(MATERIAL FOR THIS EXERCISE)

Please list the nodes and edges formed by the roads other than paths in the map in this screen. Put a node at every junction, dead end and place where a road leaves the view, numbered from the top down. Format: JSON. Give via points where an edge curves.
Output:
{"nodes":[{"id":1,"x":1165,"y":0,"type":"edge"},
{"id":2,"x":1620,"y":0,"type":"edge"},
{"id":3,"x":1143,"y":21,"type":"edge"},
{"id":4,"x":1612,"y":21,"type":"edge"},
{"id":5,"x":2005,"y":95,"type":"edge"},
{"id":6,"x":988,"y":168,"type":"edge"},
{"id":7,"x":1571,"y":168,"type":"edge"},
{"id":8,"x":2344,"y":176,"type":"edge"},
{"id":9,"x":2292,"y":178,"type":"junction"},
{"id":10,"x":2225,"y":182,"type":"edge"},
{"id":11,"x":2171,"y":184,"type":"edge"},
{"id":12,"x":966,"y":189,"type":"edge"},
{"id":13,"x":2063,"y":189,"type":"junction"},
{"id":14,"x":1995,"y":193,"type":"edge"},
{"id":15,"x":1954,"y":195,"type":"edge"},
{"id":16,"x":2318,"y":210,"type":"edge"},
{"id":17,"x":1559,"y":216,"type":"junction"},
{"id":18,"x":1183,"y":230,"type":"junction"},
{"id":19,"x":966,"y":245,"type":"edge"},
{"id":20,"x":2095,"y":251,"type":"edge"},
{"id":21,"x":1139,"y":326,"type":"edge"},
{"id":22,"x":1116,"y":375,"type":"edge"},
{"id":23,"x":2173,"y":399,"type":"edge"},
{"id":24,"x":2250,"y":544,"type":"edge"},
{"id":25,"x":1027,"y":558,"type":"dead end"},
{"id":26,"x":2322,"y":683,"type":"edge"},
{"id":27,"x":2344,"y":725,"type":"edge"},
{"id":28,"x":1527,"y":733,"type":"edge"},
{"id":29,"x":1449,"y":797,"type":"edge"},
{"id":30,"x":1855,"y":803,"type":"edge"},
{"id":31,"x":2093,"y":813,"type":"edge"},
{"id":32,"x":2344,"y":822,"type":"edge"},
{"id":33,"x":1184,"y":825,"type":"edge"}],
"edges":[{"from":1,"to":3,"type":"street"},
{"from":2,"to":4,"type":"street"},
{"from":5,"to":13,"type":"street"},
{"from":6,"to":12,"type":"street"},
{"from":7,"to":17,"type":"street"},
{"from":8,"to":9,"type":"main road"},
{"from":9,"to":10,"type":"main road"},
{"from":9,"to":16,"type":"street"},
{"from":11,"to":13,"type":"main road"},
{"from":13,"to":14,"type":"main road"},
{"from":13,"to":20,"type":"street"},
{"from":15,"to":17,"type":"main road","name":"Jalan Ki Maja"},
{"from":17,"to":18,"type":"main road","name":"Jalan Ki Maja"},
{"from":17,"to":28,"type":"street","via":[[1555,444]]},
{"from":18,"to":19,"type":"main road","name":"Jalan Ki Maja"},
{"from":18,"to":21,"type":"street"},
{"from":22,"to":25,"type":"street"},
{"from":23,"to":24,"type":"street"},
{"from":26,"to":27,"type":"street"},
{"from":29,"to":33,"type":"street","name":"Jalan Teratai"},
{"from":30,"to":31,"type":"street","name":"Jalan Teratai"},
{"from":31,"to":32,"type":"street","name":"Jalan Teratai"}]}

(End MATERIAL FOR THIS EXERCISE)

### [GOAL OF THE EXERCISE]
Which lines above hold the string "edges"? Please copy all of them.

### [RESPONSE TO THIS EXERCISE]
Please list the nodes and edges formed by the roads other than paths in the map in this screen. Put a node at every junction, dead end and place where a road leaves the view, numbered from the top down. Format: JSON. Give via points where an edge curves.
"edges":[{"from":1,"to":3,"type":"street"},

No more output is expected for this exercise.